[Supplied material]
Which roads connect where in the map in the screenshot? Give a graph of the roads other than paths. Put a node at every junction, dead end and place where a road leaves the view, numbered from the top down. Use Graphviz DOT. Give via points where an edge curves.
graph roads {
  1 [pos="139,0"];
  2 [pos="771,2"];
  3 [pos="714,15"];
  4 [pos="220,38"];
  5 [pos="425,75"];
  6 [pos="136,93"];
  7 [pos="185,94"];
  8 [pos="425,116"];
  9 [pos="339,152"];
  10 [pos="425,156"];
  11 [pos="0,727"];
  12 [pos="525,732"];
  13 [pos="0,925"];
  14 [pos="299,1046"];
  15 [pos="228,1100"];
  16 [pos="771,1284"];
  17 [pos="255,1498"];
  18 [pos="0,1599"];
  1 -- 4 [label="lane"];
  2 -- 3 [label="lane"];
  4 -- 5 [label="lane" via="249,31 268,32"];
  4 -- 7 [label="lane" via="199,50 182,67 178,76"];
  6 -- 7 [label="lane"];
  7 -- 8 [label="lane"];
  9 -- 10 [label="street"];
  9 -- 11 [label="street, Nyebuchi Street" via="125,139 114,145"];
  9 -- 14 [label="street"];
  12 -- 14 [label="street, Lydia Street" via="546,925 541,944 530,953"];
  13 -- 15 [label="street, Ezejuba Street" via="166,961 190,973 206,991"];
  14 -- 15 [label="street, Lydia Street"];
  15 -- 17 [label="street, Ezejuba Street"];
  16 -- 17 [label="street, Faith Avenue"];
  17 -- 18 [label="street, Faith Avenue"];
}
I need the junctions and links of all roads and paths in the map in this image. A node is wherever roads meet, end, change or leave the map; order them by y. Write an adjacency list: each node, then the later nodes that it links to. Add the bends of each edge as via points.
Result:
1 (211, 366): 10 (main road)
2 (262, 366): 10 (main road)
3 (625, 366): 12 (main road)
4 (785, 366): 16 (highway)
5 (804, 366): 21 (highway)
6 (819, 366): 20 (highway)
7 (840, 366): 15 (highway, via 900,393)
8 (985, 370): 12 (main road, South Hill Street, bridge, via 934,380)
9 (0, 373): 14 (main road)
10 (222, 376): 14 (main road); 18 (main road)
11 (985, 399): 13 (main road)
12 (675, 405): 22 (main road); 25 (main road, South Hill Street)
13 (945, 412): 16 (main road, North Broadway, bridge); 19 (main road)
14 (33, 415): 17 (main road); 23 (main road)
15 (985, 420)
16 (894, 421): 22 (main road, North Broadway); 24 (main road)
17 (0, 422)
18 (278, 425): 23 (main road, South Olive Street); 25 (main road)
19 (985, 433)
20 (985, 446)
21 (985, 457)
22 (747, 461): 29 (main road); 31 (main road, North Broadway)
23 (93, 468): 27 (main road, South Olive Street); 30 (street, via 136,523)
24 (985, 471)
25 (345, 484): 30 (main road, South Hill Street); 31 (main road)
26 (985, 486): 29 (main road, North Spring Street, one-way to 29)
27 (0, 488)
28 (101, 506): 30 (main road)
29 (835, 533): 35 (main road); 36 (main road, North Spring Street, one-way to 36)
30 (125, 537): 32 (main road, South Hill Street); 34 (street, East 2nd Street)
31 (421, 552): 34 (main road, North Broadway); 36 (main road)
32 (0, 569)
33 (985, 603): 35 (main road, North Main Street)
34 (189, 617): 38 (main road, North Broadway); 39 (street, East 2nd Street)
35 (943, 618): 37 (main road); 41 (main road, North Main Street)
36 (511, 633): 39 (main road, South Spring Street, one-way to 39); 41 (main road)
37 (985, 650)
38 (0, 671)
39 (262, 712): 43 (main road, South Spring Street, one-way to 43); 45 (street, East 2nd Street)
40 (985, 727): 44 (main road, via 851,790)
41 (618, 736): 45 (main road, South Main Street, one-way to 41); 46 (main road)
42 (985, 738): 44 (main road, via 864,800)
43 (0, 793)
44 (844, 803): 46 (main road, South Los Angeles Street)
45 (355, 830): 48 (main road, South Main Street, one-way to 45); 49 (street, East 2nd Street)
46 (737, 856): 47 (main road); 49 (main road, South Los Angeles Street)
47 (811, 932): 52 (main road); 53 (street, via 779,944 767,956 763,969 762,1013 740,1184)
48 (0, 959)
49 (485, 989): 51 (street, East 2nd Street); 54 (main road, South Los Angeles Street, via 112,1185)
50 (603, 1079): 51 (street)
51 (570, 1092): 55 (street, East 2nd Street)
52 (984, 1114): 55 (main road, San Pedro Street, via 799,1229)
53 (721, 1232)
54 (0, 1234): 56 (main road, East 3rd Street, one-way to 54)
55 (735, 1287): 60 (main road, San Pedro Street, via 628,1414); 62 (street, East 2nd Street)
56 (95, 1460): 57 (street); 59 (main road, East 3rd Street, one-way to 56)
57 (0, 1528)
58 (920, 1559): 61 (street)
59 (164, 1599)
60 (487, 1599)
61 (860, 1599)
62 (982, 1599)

==

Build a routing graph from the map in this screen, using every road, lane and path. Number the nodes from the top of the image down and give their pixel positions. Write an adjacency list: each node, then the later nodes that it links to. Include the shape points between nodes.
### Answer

---

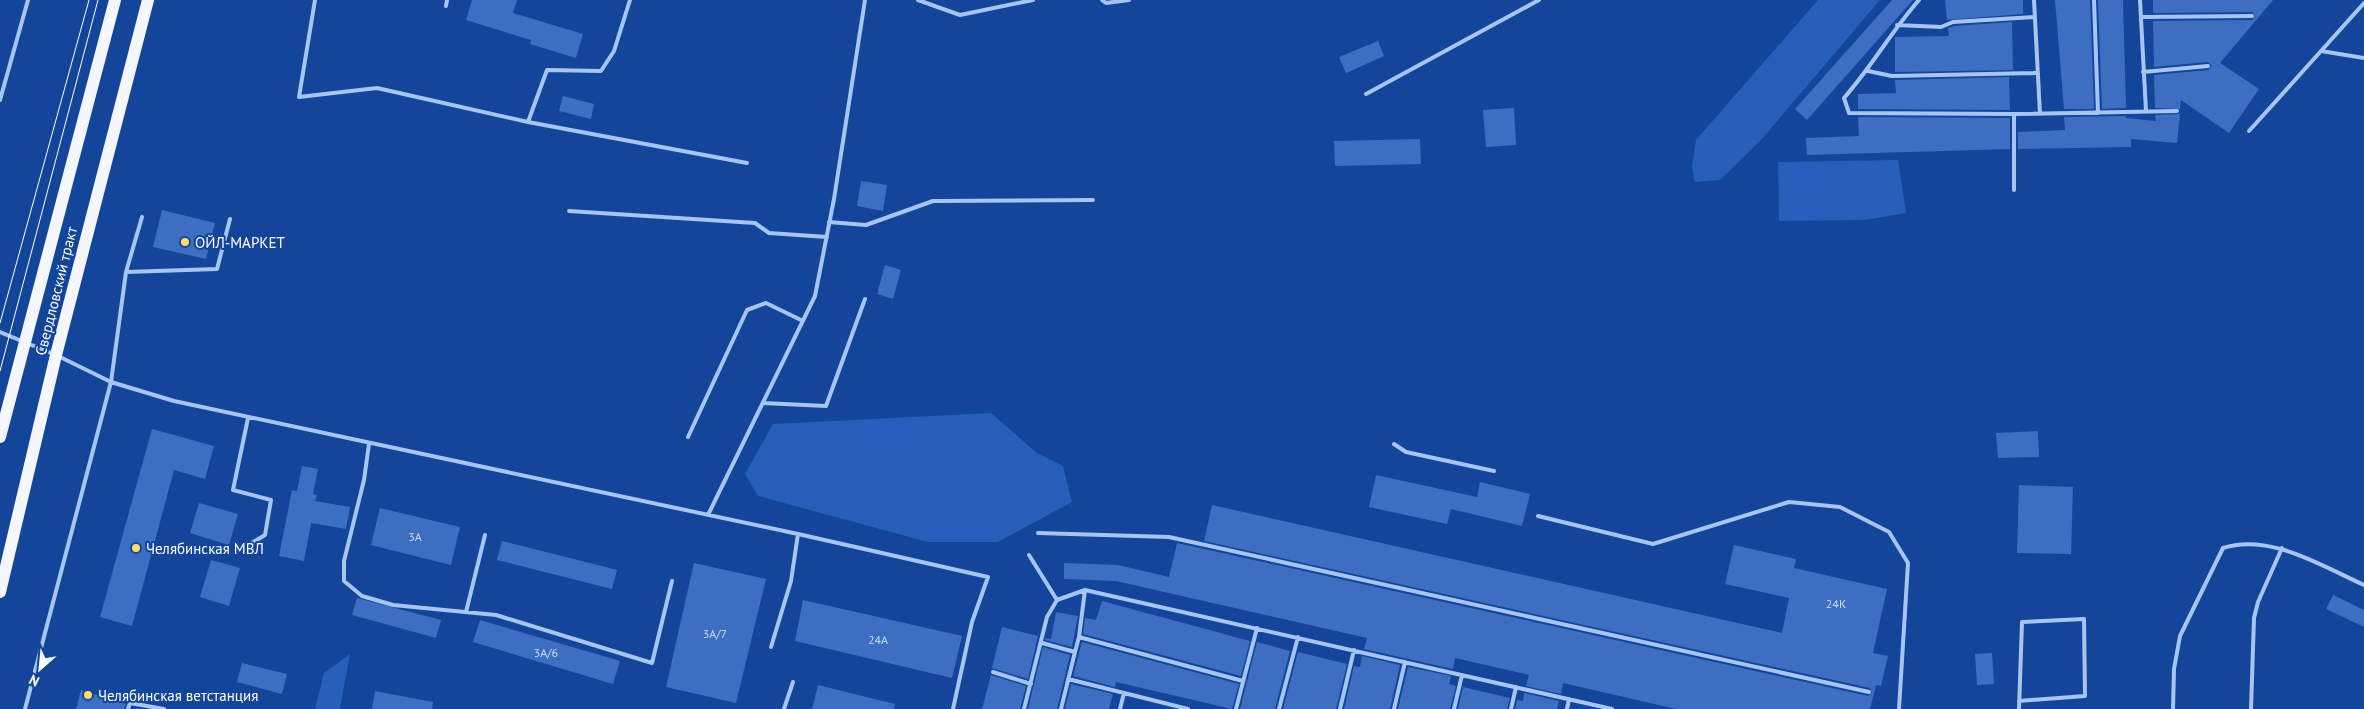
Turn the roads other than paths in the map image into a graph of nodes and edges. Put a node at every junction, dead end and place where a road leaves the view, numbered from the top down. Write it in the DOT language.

[What you have to do]
Tell how many lines in the records above contain "nodes", giving the number and no other words.

[Solution to the problem]
3